The Tsleil-Waututh Nation has made a fortune developing its lands on the north shore of Metro Vancouver, with the urban Indigenous community of 600 people boosting its well-being through a dozen business ventures now worth more than $1-billion.
The nation’s reserve lands are in the heart of North Vancouver, but its traditional territories reach up Burrard Inlet into the mostly undeveloped watershed of the Indian River. The community has played the long game to reclaim its authority here, and this year that work has paid off.
“This is our dream home, right here,” said Chief Jen Thomas, sitting on the edge of an old logging bridge that spans one of the last wild salmon rivers in the Lower Mainland.
Now, a new, unique land-use agreement with the province allows the Tsleil-Waututh, whose archeological record here dates back thousands of years, to shape the future of the watershed.
The 2022 Integrated Stewardship Plan, implemented in April, covers 22,000 hectares of temperate rainforest just 30 kilometres northeast of Vancouver. The plan permits energy projects, logging, mining and tourism – if the Tsleil-Waututh Nation approves. Mostly, however, it is a design for restoring a rich, diverse ecosystem on Metro Vancouver’s doorstep.
“I haven’t really thought about economic development up here, because I would like to just keep it this way,” Chief Thomas said.
The Indian River empties into Burrard Inlet at an estuary that serves as a gateway for this dramatic glacial fjord. A strong paddler can make the trip by canoe from the Tsleil-Waututh’s reserve in North Vancouver to the nation’s former village site in three hours – even today, the main access is by water.
The alternative is a circuitous route through Squamish, then via a rough logging road. This summer, Chief Thomas plans to lead a convoy of trucks to a cabin by the Indian River for a community camping trip, to help families connect with the land. “We’ve only been gathering for the sad times, the funerals, and I wanted to bring the community together for more good times.”
There are no visible traces of the old village site, but signs of commercial logging operations remain, and a hydro transmission line cuts through the valley. The steep mountains have inhibited sprawling development, however, and the valley is home to abundant wildlife, including species at risk such as mountain goats, northern spotted owls and the marbled murrelet.
The nation has been working for decades to reach this agreement. A draft management plan was first signed in 2005. In the meantime, the nation bought out private forestry lands, reintroduced Roosevelt elk and helped salmon stocks rebound. The changes have had cascading effects: Herring have returned to the inlet, and wolves and cougars returned on the heels of the elk.
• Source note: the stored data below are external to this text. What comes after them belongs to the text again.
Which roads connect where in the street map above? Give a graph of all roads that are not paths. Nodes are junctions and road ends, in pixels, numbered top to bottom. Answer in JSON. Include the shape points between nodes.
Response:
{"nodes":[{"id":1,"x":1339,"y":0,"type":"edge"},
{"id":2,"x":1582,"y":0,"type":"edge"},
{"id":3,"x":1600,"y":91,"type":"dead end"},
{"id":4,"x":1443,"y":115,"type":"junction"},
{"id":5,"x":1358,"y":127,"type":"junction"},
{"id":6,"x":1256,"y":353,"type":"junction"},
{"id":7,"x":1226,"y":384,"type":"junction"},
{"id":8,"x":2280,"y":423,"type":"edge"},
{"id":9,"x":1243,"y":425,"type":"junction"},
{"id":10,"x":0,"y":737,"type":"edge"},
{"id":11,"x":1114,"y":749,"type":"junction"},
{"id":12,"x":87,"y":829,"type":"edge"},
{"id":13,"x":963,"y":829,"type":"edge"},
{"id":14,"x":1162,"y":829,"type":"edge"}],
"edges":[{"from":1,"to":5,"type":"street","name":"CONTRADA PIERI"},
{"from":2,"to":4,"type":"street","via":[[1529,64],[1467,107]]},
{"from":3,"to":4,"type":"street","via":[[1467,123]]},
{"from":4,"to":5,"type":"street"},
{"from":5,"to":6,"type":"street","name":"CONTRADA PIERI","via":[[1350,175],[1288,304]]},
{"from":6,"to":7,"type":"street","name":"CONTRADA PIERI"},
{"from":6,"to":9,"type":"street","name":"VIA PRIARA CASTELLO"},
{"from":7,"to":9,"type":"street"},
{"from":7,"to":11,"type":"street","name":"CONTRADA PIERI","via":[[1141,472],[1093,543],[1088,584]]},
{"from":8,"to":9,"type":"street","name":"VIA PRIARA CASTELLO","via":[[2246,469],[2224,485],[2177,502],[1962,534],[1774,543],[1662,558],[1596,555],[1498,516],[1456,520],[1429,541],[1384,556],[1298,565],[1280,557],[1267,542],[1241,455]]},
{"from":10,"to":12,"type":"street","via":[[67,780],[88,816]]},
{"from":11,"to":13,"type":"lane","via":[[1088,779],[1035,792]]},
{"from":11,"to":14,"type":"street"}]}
The work continues today, as the nation’s environmental crews carefully extract creosote-soaked pylons where log booms were once moored.
Matt Thomas is the nation’s director of economic development. “We are continuing to grow our assets – we are always hungry to get more land,” he said. “It was a tough battle in the beginning. Our people were saying, ‘Why are you buying land that is ours?’” But with outright ownership of private lands, the nation has been able to improve its members’ standard of living and exert more control over its traditional territories than the slow-moving treaty process could offer.
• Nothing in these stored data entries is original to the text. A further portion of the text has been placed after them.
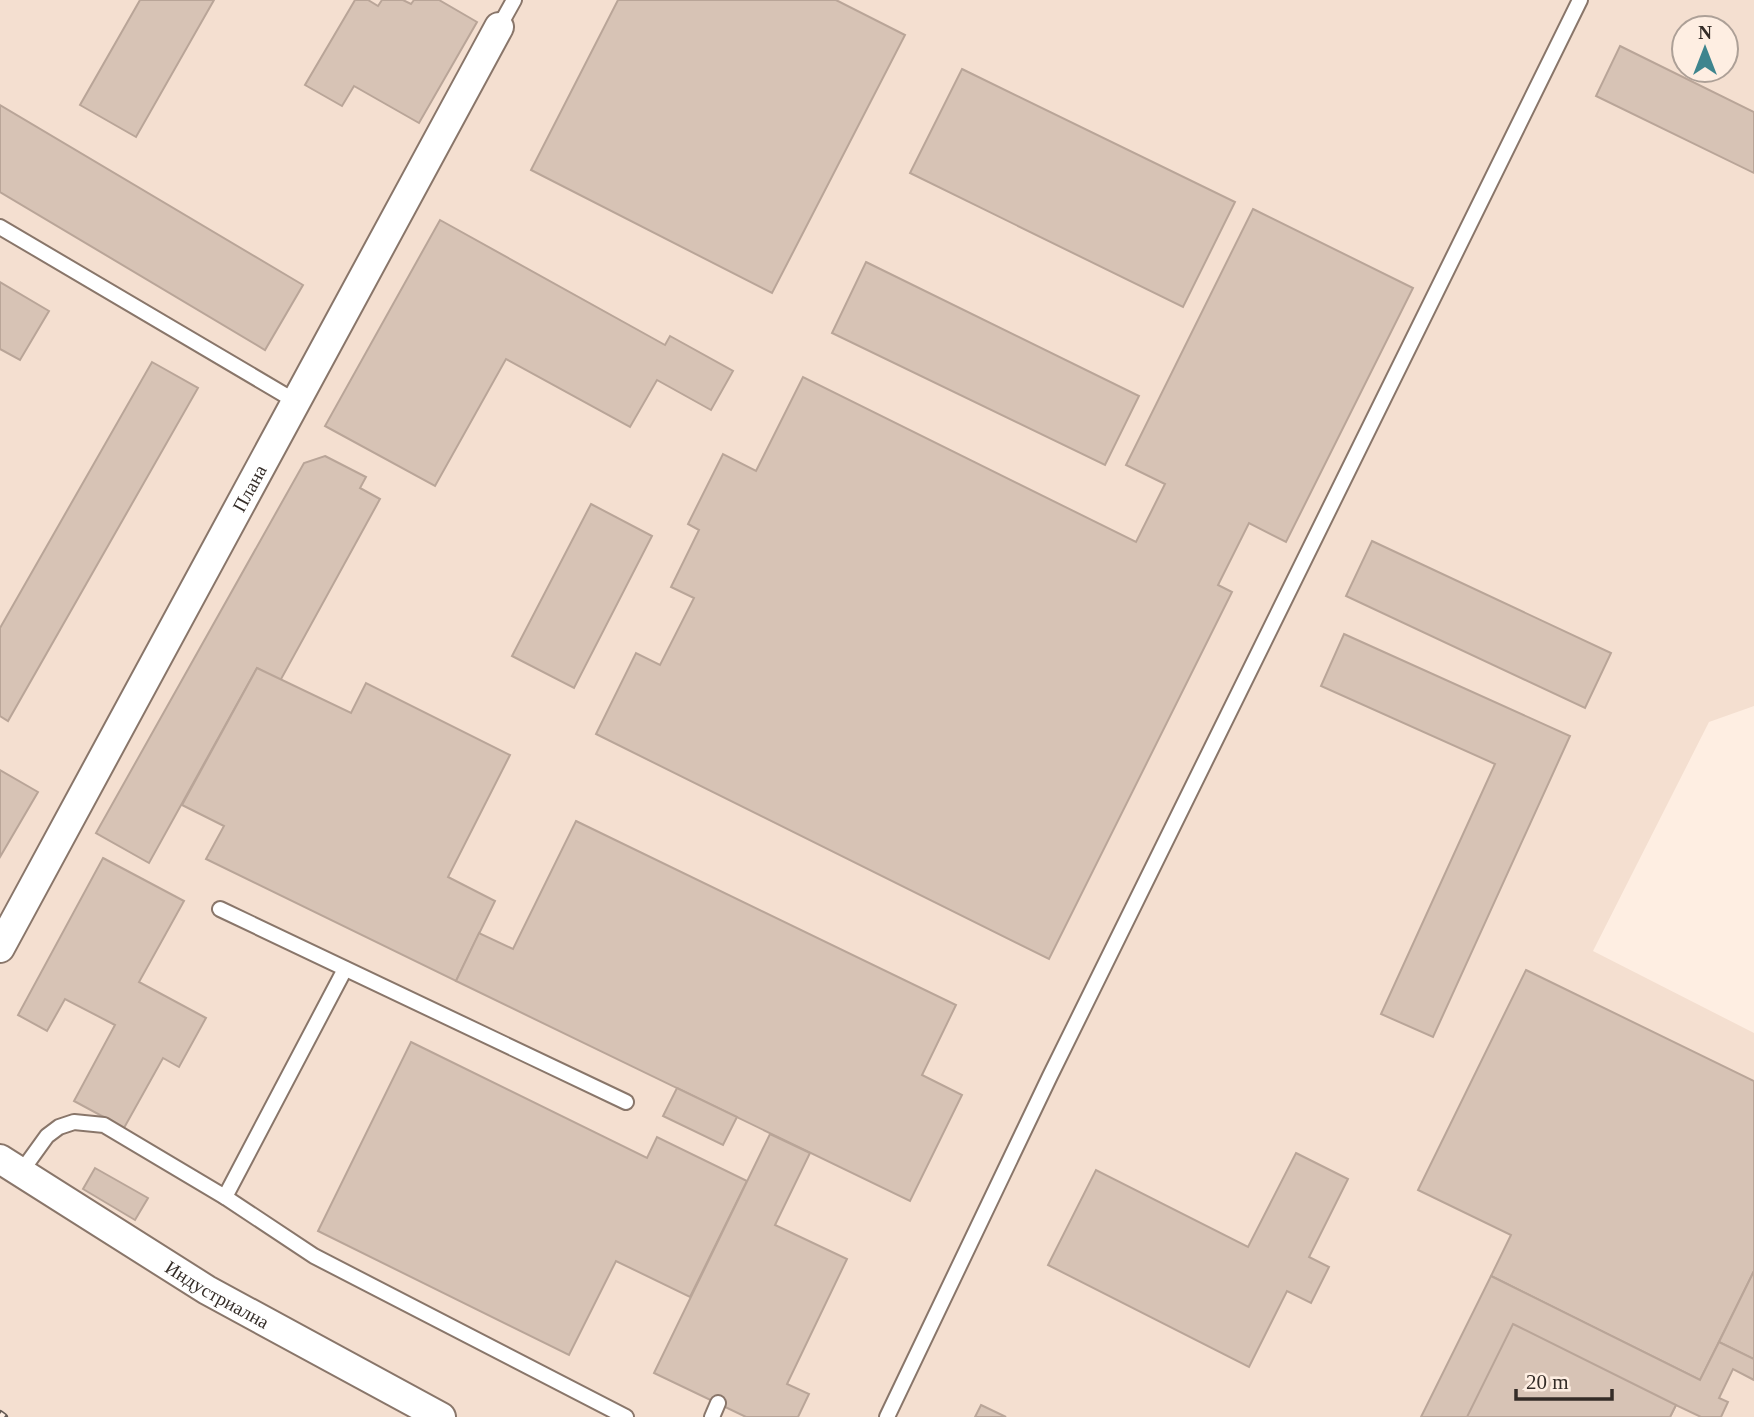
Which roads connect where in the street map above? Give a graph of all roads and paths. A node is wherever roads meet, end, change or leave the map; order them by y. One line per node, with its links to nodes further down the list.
1 (514, 0): 3 (lane)
2 (1580, 0): 14 (lane)
3 (499, 27): 5 (street, Плана)
4 (0, 227): 5 (lane)
5 (295, 401): 7 (street, Плана)
6 (220, 909): 8 (lane)
7 (0, 948)
8 (345, 969): 9 (lane); 11 (lane)
9 (626, 1102)
10 (10, 1165): 11 (lane); 12 (street, Индустриална)
11 (225, 1197): 13 (lane)
12 (441, 1417)
13 (626, 1417)
14 (887, 1417)

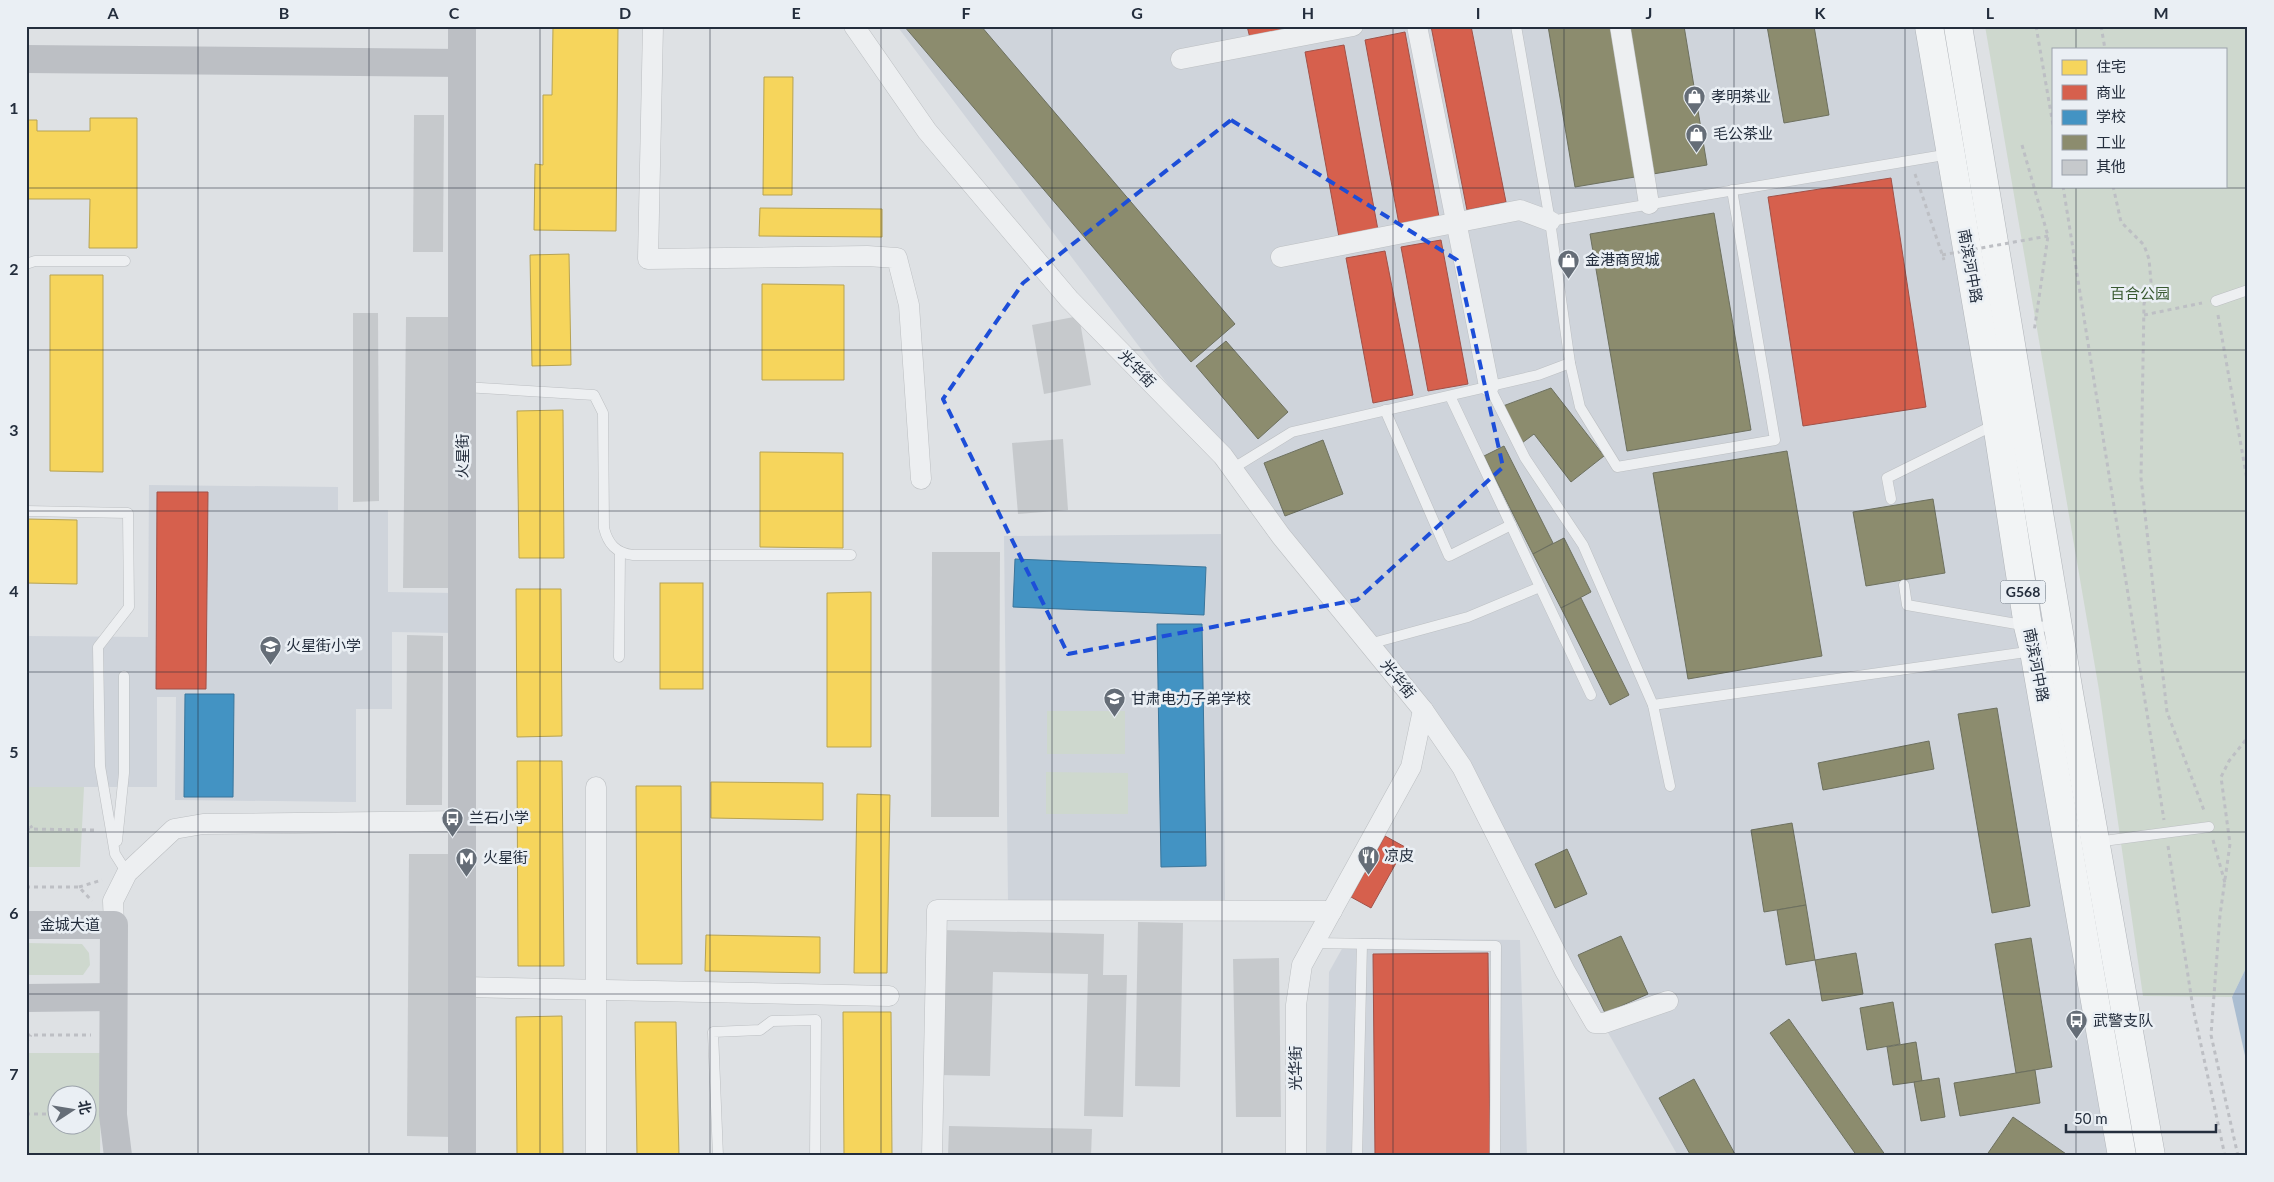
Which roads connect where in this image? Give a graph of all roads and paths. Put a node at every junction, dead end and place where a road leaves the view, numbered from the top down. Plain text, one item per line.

The national Community Well-Being index, which measures the socioeconomic health of communities by education, labour force activity, income and housing, ranks the Tsleil-Waututh highest of all First Nations in Canada and on par with its non-Indigenous North Vancouver neighbours.
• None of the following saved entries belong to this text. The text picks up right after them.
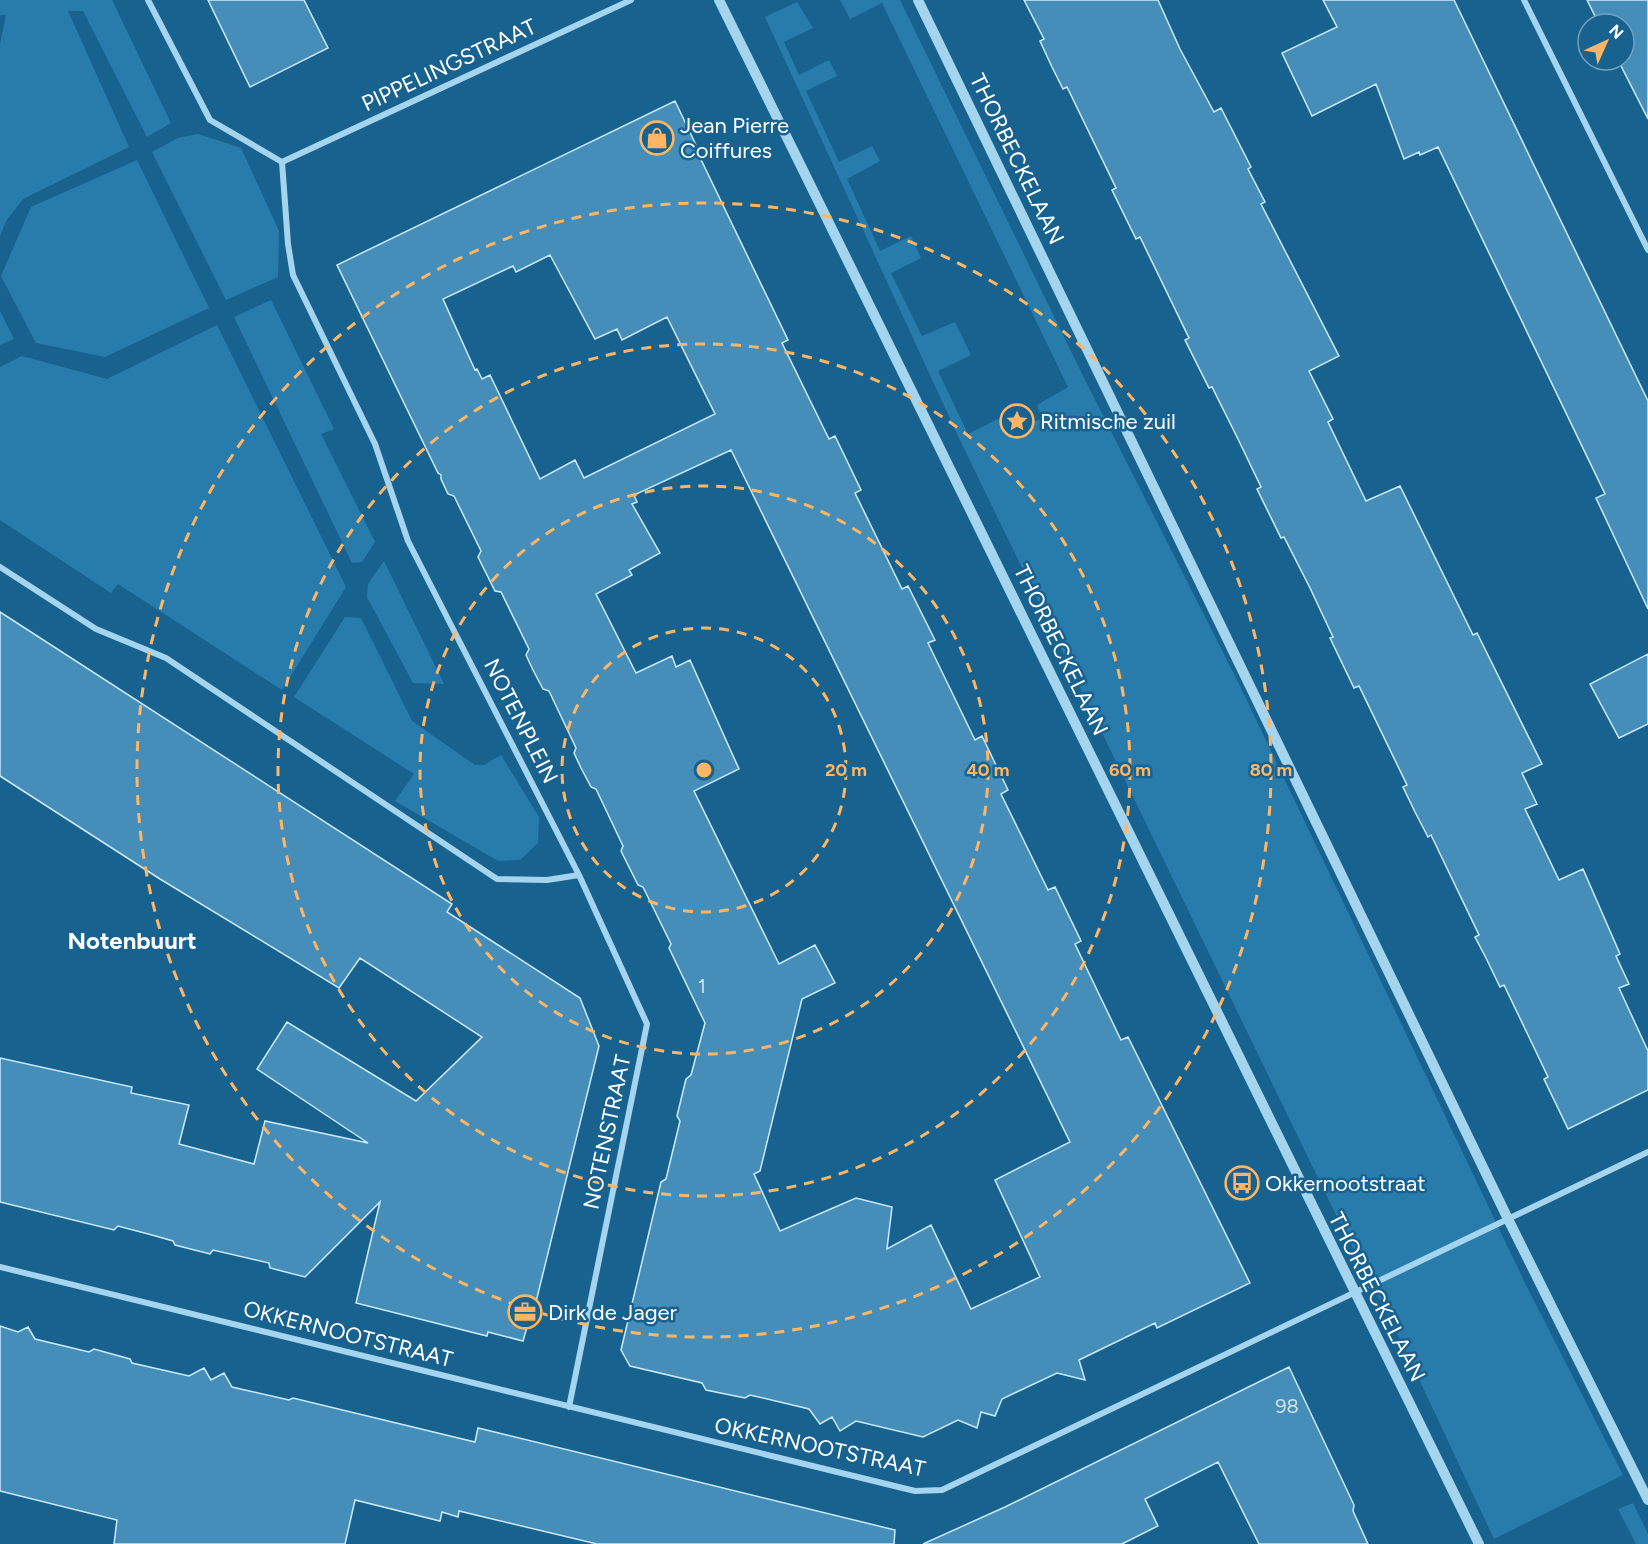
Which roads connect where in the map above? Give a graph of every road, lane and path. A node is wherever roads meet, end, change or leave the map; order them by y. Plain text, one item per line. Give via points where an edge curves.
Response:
1 (148, 0) edge
2 (631, 0) edge
3 (719, 0) edge
4 (918, 0) edge
5 (1524, 0) edge
6 (282, 162) junction
7 (1648, 250) edge
8 (0, 567) edge
9 (579, 875) junction
10 (1648, 1152) edge
11 (1508, 1219) junction
12 (0, 1267) edge
13 (1354, 1294) junction
14 (569, 1407) junction
15 (1648, 1500) edge
16 (1479, 1544) edge

1 - 6 street via 210,120
2 - 6 street, PIPPELINGSTRAAT
3 - 13 street, THORBECKELAAN
4 - 11 street, THORBECKELAAN
5 - 7 street
6 - 9 street, NOTENPLEIN via 293,275 375,444 408,541
8 - 9 street via 96,629 166,658 497,879 548,880
9 - 14 street, NOTENSTRAAT via 647,1024
10 - 11 street, OKKERNOOTSTRAAT
11 - 13 street, OKKERNOOTSTRAAT
11 - 15 street, THORBECKELAAN
12 - 14 street, OKKERNOOTSTRAAT
13 - 14 street, OKKERNOOTSTRAAT via 942,1490 915,1491
13 - 16 street, THORBECKELAAN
The nation’s wealth also has allowed it to pursue watershed restoration, with cedar and salmon at the forefront.
In the early 1990s, Mr. Thomas, a hunter, was up in the watershed when he came across a logging operation that was about to fell a stand of ancient yellow cedars. The trees are culturally important to coastal First Nations, and the moment would prove pivotal.
“Man, I was devastated,” he recalled. “We put a fight up and said, ‘Hell no, this has to stop.’”
The protest he led would end commercial old-growth logging in the watershed.
The only companies with logging tenures in the watershed today are Indigenous-owned. Jason Forsyth is the CEO of Inlailawatash, a Tsleil-Waututh company that does ecosystem-based forestry. There are an estimated 10,000 hectares of old-growth forests in the watershed, and the land-use plan protects 93 per cent of it. The other 7 per cent is deferred – protected from logging on a temporary basis – and Mr. Forsyth expects that will be permanently protected in the next few years.
“The analysis we did showed there is so little old growth left that would be accessible for timber harvesting. What is left, Tsleil-Waututh said, let’s look at protecting it all.”
Last fall, the B.C. government unveiled a plan to suspend logging in one-third of its rare, old-growth forests considered at a very high risk of irreversible biodiversity loss, and the watershed land-use plan goes further. Josie Osborne, the Minister of Land, Water and Resource Stewardship, said in a statement that the partnership agreement with the Tsleil Waututh is a model for modernized land-use planning.
In their hən̓q̓əmin̓əm̓ language, the nation is properly known as the səlilwətaɬ, and the watershed is xʔəl̓ ílwətaʔɬ. But just a handful of members can speak the language. Gabriel George has spent years learning hən̓q̓əmin̓əm̓, to preserve a part of a culture that was close to being lost – a culture closely tied to the land.
There is much archeological study still to be done, but there is evidence the mountain fiord provided both shelter and abundant food.
As such, salmon stewardship is the other key plank in the land-use plan, because salmon are the original source of the Tsleil-Waututh’s wealth. The nation understands the keen interest people from across the Lower Mainland have in recreational activities here, but there have been issues. Last summer, members came across a group of partiers who were running their 4x4 trucks through the shallows of the Indian River while the pink salmon were running.
Destructive visitors are a common problem, but that incident prompted the nation to deactivate some resource roads. It is now working on a plan to enhance monitoring and enforcement for recreational motor vehicles.
Mr. George, looking out across the Indian River, said the intent is not to close the watershed off but to restore and protect it.
“The extraction part of colonization has deeply damaged this area, but when you look at it, it’s still amazing,” he said. “Even though we’re an urban First Nation, this is the heart of our territory. It has the potential, I think, to be a jewel for the whole Lower Mainland.”